# Supplied data
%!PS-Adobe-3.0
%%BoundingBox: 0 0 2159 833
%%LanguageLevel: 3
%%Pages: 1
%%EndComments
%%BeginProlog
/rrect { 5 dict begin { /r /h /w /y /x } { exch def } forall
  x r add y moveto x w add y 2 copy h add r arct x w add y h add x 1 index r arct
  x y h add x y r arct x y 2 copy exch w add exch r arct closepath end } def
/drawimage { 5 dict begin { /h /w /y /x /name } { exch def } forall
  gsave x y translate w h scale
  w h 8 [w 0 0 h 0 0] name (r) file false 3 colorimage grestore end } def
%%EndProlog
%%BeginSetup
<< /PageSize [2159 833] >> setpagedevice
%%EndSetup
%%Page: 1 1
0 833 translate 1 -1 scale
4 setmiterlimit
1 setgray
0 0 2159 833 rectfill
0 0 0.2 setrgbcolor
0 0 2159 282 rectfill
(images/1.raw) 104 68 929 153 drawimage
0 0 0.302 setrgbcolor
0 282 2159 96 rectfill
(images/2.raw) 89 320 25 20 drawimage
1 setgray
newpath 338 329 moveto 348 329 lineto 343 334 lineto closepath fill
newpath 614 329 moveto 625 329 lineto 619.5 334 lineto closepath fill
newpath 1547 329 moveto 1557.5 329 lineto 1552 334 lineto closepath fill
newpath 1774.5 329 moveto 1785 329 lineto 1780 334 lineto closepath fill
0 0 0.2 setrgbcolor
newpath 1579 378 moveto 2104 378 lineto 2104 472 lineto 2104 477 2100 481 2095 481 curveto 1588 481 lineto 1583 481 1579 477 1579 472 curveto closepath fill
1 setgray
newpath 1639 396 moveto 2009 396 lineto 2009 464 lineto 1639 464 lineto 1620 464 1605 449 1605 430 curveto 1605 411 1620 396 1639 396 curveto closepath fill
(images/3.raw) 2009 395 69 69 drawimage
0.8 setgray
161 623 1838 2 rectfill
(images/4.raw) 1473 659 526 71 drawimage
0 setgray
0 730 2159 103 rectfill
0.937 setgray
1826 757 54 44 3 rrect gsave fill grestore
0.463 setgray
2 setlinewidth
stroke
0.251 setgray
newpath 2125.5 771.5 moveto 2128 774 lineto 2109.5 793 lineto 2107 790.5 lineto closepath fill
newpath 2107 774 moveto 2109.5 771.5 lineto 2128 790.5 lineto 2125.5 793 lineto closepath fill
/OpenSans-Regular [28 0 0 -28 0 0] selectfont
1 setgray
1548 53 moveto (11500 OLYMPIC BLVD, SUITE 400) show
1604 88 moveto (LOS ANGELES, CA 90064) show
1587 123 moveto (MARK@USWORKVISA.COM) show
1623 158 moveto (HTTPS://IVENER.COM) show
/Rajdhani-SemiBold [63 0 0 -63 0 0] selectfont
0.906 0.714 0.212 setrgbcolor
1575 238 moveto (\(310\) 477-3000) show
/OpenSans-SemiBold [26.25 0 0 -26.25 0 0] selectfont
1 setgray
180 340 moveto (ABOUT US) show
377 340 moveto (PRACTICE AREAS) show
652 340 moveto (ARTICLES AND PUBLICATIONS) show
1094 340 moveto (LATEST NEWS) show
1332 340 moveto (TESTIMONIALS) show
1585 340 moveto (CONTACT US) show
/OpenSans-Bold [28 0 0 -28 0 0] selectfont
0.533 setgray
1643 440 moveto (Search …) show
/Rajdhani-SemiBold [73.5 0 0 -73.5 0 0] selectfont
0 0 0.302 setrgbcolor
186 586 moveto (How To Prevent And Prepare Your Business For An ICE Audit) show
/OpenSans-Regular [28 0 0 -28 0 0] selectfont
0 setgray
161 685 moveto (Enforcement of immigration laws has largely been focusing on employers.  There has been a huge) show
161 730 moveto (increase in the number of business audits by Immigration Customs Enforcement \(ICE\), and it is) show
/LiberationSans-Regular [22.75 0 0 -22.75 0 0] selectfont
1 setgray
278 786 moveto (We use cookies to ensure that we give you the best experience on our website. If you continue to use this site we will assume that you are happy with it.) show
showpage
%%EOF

* * *

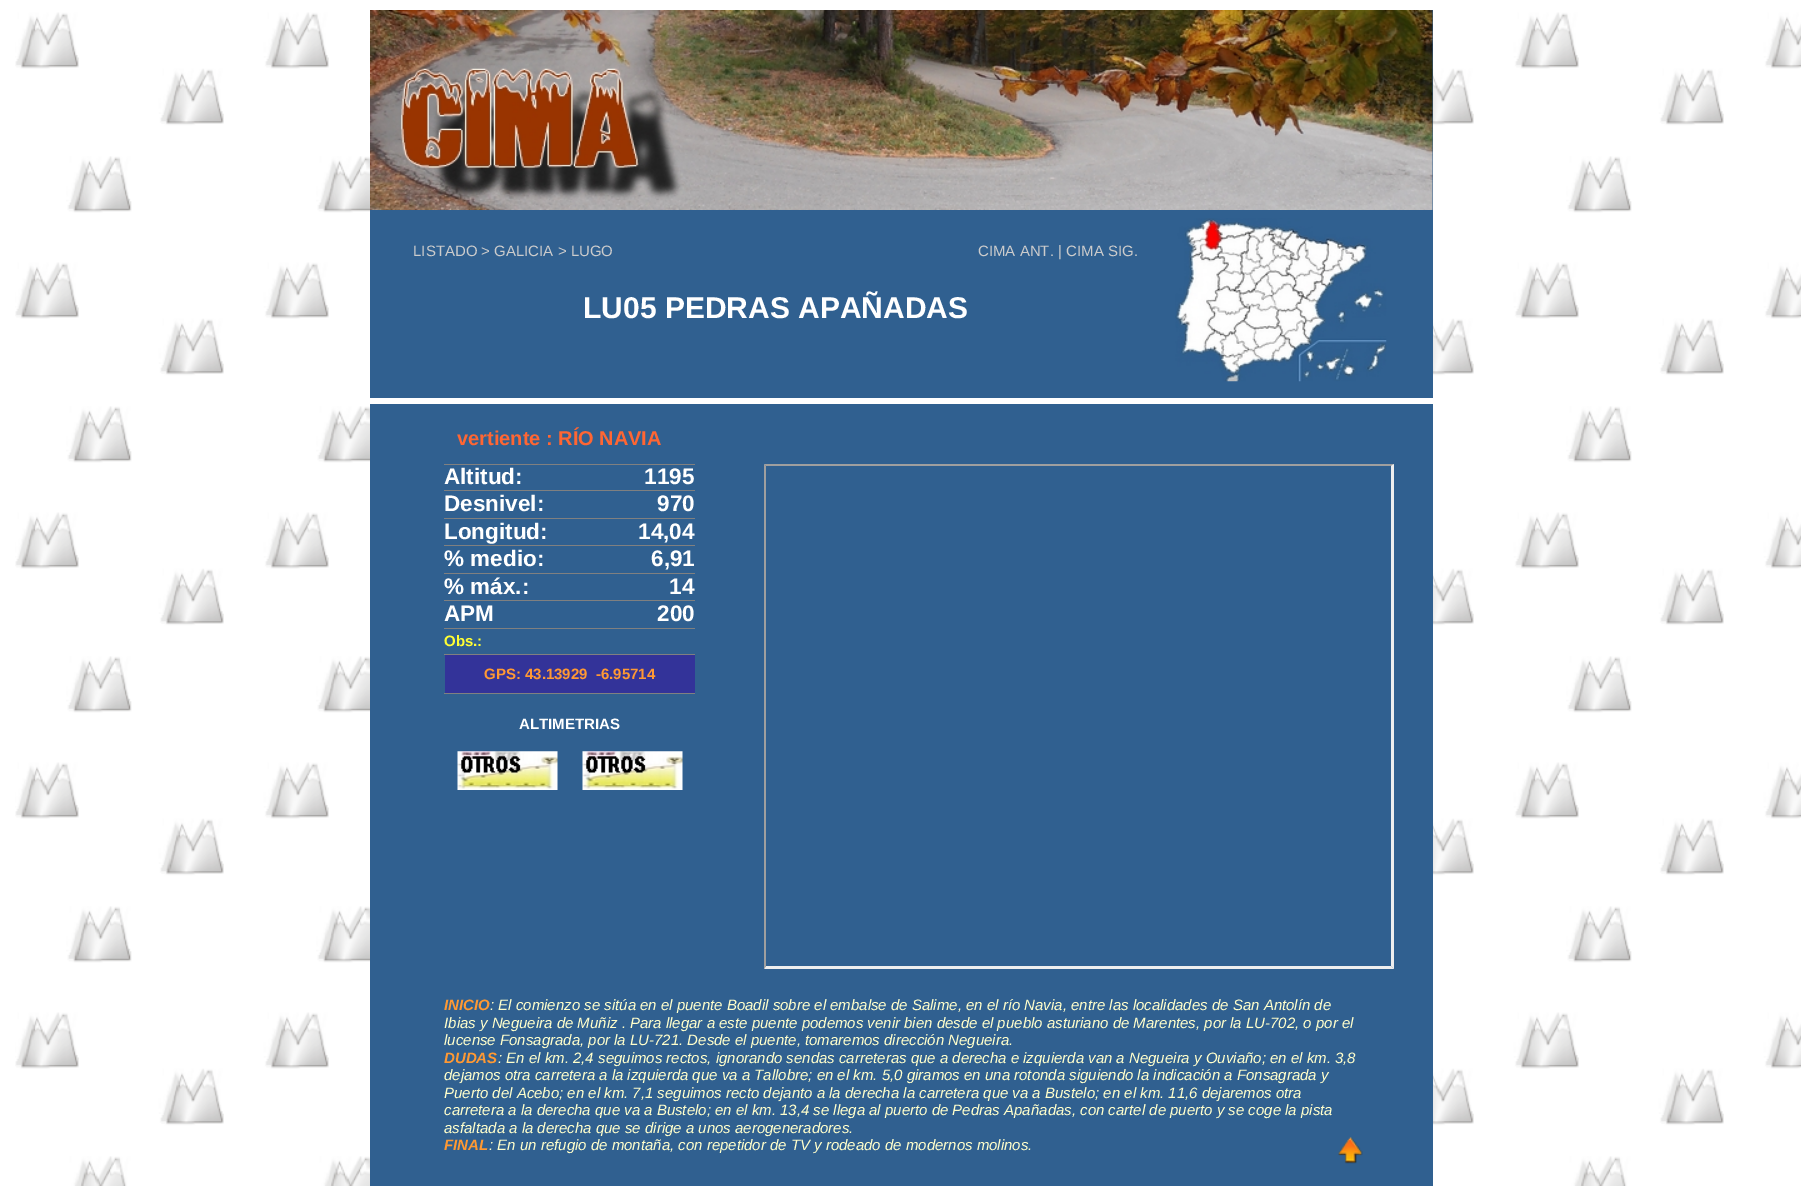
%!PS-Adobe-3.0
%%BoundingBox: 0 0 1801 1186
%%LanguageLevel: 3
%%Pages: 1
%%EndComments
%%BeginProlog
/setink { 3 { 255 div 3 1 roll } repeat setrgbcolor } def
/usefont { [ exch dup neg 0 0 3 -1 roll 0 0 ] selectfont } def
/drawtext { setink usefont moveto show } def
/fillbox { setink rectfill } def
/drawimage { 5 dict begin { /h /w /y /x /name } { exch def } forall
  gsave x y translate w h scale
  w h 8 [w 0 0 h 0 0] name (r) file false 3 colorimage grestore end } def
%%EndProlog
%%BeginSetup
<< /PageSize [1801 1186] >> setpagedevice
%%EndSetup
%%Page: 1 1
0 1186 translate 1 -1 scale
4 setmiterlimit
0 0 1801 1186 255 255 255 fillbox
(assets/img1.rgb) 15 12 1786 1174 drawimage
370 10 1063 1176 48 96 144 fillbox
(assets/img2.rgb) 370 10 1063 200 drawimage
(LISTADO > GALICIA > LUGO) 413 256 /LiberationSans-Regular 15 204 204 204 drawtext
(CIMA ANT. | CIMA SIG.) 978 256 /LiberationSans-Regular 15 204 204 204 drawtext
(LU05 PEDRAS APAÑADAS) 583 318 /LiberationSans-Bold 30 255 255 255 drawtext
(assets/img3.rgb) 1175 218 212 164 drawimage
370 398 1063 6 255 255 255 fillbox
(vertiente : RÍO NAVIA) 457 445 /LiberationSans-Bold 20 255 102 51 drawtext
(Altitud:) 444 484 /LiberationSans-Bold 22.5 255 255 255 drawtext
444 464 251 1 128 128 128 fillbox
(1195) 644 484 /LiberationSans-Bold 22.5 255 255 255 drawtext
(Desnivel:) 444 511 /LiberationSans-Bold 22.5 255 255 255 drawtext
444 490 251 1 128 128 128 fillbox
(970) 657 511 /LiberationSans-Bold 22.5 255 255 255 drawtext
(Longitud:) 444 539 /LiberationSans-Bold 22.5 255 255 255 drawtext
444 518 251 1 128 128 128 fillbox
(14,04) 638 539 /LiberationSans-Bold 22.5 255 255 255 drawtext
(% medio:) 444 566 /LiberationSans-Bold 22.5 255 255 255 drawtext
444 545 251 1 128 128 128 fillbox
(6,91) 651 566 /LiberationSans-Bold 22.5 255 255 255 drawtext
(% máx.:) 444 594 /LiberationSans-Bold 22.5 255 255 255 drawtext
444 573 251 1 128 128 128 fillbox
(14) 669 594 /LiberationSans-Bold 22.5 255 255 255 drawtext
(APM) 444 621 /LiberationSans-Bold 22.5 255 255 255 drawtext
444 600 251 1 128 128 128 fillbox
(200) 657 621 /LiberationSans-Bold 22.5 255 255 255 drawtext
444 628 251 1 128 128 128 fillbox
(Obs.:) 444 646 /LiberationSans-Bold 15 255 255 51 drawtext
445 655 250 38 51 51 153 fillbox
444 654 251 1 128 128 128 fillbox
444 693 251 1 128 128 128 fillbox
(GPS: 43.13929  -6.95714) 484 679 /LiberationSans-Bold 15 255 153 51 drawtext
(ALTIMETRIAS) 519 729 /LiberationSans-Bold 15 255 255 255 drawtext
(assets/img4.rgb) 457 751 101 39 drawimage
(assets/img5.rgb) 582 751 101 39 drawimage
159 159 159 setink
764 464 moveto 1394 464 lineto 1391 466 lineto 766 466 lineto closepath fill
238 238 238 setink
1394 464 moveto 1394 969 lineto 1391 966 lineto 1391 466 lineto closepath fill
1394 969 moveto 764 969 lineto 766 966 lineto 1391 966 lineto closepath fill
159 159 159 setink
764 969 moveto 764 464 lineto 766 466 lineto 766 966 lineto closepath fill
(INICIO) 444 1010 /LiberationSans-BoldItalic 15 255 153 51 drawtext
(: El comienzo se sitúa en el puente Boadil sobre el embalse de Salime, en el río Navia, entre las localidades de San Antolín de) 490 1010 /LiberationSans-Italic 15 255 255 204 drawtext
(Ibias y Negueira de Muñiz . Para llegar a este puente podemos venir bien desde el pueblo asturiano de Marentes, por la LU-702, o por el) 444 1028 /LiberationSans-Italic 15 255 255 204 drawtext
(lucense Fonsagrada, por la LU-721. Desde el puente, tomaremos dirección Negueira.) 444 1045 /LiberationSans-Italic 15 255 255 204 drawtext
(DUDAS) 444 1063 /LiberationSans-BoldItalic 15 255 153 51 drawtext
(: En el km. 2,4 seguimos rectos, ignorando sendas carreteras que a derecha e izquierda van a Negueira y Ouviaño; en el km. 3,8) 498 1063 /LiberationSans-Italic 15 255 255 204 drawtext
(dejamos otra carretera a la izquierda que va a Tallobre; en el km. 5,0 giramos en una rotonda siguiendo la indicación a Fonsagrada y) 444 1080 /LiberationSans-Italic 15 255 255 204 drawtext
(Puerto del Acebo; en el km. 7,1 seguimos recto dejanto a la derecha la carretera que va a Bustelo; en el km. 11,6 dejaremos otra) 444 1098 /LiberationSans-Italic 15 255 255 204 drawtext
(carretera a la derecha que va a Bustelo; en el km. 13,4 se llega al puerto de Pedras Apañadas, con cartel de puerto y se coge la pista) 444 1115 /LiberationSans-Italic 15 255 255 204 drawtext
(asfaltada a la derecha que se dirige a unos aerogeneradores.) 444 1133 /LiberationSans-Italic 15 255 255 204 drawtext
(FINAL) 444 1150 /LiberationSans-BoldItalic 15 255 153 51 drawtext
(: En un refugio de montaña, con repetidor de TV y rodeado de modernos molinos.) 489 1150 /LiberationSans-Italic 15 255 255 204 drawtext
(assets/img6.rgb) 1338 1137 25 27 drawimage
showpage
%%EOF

# Aim of the exercise
Look above for the line holding "<< /PageSize [2159 833] >> setpagedevice" and the line holding "0 833 translate 1 -1 scale", then output exactly those two lines and every line between them, nothing more.

# Solved exercise
<< /PageSize [2159 833] >> setpagedevice
%%EndSetup
%%Page: 1 1
0 833 translate 1 -1 scale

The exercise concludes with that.